Hinter jeder Tafel steckt ein betroffener Mensch
In Wettswil und vier weiteren Zürcher Gemeinden wird jetzt explizit an Opfer fürsorgerischer Zwangsmassnahmen gedacht
«Der Mann galt schon mit 38 als ‹Säufer› und ‹liederlicher Kerl›. Bis zu seinem 46. Lebensjahr wurde er in sechs verschiedenen Anstalten behandelt und versorgt.» Das ist der Text einer der kleinen Tafeln, die in Wettswil in nächster Zeit aufgestellt werden (siehe Bild unten). Diese blauen Schildchen sollen an das Unrecht erinnern, das zahlreichen Personen im Zusammenhang mit sogenannten fürsorgerischen Zwangsmassnahmen bis 1981 widerfahren ist (siehe Kasten rechts).
Fünf Pilotgemeinden
Wettswil ist nicht die einzige Gemeinde im Kanton Zürich, die jetzt mit diesen Tafeln in die historische Offensive geht – eine erste hängt bereits am Eingang der Gemeindeverwaltung. Insgesamt fünf Pilotgemeinden (Wald, Stäfa, Uster, Rheinau und Wettswil) haben am Freitag in Rheinau (die dortige Heil- und Pflegeanstalt war eine der grössten psychiatrischen Einrichtungen in der Schweiz, wo Patienten oft jahrzehntelang blieben) den Startschuss gegeben für dieses Projekt der historischen Aufarbeitung der persönlichen Schicksale betroffener Personen – und der Erinnerung daran im öffentlichen Raum.
Regierungsrätin Jacqueline Fehr sagte anlässlich einer kleinen Feierstunde dazu: «Das Leid ist gross und wirkt bis heute nach. Zehntausende Menschen wurden bis in die 80er-Jahre des letzten Jahrhunderts ihren Familien, oft alleinerziehenden Müttern, weggenommen und ‹versorgt›.» Ein kleiner Trost sei es, dass mit der Erinnerungsaktion vielleicht zukünftiges Leid vermieden werden könne.

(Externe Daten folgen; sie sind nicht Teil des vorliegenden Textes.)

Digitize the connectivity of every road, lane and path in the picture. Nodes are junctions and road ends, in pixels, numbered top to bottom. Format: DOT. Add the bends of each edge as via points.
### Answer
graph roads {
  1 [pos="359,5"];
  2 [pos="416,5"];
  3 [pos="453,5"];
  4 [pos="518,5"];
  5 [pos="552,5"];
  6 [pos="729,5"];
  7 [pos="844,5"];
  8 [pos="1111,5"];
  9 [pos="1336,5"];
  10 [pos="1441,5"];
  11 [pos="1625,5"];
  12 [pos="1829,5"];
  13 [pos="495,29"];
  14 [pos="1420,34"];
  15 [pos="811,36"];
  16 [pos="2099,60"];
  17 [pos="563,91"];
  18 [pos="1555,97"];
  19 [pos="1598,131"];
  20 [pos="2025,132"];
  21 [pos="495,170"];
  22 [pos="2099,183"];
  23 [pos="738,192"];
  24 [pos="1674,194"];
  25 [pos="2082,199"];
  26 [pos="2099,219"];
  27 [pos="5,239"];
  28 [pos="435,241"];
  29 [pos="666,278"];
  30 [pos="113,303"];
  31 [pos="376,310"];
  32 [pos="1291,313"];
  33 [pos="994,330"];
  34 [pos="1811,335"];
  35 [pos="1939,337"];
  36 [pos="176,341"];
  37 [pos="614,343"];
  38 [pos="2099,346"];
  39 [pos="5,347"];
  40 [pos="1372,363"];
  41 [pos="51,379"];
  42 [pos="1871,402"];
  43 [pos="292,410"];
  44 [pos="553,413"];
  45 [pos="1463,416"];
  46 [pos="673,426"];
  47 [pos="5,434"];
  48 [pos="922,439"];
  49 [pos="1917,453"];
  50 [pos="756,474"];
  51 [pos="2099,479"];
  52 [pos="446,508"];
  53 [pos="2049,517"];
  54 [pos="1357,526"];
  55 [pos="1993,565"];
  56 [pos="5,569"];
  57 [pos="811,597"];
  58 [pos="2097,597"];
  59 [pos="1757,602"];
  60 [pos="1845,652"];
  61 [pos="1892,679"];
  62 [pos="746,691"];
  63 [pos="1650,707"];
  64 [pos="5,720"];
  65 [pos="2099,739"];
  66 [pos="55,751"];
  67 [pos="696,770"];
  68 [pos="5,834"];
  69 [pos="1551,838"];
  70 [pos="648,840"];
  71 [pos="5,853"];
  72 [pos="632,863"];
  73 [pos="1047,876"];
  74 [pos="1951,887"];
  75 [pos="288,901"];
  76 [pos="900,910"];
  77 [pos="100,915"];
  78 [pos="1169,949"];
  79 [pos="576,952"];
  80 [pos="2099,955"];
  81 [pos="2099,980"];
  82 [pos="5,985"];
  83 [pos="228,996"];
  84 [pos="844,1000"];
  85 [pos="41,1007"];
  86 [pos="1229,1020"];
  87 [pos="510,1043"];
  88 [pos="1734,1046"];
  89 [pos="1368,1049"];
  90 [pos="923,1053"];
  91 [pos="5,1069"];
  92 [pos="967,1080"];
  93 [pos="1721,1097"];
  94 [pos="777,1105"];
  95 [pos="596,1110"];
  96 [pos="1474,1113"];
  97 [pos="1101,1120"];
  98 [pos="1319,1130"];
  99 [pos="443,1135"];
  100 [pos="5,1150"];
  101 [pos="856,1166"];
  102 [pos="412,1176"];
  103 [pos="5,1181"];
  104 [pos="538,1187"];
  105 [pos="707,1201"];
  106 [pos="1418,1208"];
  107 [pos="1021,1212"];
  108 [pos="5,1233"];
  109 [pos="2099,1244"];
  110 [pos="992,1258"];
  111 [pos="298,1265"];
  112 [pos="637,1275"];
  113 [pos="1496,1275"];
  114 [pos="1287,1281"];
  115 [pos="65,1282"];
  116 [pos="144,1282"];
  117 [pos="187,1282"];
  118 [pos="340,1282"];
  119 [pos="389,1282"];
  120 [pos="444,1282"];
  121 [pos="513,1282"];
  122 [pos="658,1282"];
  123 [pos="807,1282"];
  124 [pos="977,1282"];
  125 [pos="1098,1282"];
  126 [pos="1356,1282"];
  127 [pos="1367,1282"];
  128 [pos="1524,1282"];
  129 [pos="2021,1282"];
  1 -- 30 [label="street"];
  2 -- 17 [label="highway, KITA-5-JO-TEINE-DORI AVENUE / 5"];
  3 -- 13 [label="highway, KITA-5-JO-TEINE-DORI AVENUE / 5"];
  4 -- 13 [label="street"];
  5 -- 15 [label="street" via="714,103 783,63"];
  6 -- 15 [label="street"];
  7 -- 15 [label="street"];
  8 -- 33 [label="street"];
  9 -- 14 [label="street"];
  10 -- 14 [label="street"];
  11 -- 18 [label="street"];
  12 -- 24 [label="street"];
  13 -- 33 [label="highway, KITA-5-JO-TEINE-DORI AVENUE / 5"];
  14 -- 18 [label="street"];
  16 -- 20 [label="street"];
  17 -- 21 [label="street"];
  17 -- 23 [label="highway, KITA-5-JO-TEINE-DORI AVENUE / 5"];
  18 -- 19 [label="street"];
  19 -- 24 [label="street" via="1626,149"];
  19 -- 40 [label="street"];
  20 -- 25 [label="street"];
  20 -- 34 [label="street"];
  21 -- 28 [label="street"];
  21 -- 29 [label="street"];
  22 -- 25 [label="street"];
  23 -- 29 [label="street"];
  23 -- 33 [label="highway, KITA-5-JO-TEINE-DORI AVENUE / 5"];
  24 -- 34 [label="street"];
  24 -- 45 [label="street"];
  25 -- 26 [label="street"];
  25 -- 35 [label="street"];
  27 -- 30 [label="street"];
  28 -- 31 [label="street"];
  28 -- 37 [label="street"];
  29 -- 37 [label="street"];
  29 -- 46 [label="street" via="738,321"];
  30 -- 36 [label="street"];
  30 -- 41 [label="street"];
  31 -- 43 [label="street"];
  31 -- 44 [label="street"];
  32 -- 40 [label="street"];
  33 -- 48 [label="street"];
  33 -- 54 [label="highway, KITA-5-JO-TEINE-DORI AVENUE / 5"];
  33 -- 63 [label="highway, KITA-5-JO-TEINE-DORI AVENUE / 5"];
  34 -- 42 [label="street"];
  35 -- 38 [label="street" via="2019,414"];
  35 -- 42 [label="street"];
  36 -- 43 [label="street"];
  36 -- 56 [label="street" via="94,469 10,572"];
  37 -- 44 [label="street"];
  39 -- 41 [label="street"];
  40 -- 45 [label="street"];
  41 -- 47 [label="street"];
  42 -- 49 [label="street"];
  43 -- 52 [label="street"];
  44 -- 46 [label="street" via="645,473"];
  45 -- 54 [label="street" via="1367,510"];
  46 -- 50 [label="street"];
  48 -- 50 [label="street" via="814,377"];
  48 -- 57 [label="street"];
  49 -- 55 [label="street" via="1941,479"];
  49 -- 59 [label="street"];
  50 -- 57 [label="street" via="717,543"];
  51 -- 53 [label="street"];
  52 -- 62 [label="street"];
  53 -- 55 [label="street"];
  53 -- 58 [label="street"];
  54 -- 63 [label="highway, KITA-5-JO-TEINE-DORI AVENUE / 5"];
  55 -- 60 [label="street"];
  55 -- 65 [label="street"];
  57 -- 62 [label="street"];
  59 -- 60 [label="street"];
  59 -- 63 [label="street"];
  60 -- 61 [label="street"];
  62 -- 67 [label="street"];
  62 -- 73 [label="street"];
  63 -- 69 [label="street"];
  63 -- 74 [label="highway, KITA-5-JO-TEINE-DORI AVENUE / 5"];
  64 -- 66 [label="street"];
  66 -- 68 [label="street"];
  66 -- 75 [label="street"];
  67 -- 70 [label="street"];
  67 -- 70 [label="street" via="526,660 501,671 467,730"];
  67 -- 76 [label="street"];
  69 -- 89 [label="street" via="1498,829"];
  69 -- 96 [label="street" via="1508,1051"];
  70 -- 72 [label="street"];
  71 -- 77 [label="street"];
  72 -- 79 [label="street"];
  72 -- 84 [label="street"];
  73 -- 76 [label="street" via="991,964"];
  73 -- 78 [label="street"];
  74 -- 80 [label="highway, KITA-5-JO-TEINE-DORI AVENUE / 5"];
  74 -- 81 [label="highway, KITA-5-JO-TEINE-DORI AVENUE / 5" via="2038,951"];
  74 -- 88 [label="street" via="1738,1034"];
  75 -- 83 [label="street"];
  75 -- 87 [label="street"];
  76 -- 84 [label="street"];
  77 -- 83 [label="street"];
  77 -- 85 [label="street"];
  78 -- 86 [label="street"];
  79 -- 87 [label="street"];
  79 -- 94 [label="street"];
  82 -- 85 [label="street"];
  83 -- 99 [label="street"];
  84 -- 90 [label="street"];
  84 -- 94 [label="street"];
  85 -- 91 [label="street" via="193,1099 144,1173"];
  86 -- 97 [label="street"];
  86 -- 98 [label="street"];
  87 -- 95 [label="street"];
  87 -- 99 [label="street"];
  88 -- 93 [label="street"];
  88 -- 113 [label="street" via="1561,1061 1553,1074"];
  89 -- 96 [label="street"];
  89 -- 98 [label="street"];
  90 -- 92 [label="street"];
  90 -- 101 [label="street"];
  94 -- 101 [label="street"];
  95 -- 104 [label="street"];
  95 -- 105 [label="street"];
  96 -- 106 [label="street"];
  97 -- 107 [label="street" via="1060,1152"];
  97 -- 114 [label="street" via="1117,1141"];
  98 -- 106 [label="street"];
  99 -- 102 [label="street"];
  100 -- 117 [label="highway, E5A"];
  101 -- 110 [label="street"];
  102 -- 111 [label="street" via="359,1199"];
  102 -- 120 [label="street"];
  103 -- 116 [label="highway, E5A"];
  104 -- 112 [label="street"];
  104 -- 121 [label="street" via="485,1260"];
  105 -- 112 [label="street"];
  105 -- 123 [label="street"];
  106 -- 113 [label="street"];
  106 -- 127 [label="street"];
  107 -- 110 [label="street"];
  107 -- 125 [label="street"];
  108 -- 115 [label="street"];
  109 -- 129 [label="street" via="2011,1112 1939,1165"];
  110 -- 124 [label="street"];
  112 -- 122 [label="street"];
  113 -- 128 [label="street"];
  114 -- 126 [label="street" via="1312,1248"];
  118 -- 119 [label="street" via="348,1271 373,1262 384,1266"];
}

Bei drei Personen wurde man fündig
In Wettswil hat es laut dem stellvertretenden Gemeindeschreiber Remo Buob relativ wenige derartige Schicksale gegeben. Dennoch hat sich der Gemeinderat auf seine Initiative hin entschieden, bei dem Pilotprojekt mit den fünf Zürcher Gemeinden mitzumachen. Bislang wurde man bei drei Personen fündig. Ihre Geschichten wurden mit der Unterstützung der Historiker David Kobelt und Alena Blättler aufgearbeitet und auf der Website und den Täfelchen fassbar gemacht – aus Datenschutzgründen und mit Rücksicht auf eventuelle Nachfahren im Dorf ohne Klarnamen. «Es ist aber nicht auszuschliessen, dass es weitere derartige Opfer gegeben hat», sagt Buob, der sich bereits vor einigen Jahren für eine Teilnahme Wettswils am Erinnerungsprojekt eingesetzt hatte. «Deshalb ist das heute für uns ein sehr wichtiger Tag», sagte er gegenüber dem «Anzeiger»: «Ich bin stolz darauf, dass wir das geschafft haben.» Gemeindepräsidentin Katrin Röthlisberger war ebenfalls in Rheinau anwesend. Sie sagte: «Ich hätte nie gedacht, dass in unserer Zeit noch solche Sachen gelaufen sind.» Es sei gut, dass jetzt darauf aufmerksam gemacht werde: «Es ist wichtig, dass man bei derartigen Themen sensibel ist. So etwas darf nie wieder passieren.»
Diesen Menschen und ihren Schicksalen kommt auf die Spur, wer den QR-Code auf der kleinen Tafel scannt und auf die Projekt-Website geht. «‹Prachtsbürger› nannte ihn das Waisenamt ironisch. 1957 wird ein junger Mann nach Wettswil heimgeschafft. Für die kleine Gemeinde, mit der er nur auf dem Papier verbunden war, wird er unvermittelt zum Kostenpunkt», steht da zum Beispiel bei einem weiteren Wettswiler Zwangsversorgten. Das dritte Wettswiler Opfer war eine 60-jährige Frau, die sich freiwillig bevormunden liess. Als sie ihren Entscheid rückgängig machen wollte, wurde ihr Antrag abgelehnt, sie wurde administrativ versorgt. Zürcher Gemeinden können sich jederzeit dem Projekt anschliessen. Die Kosten dafür werden auf 2500 bis 5000 Franken für die Gemeinden geschätzt, die historische Aufarbeitung bezahlt der Kanton Zürich. «Es wäre schön, wenn sich nun weitere Gemeinden im Bezirk Affoltern diesem Projekt anschliessen würden», hofft Buob.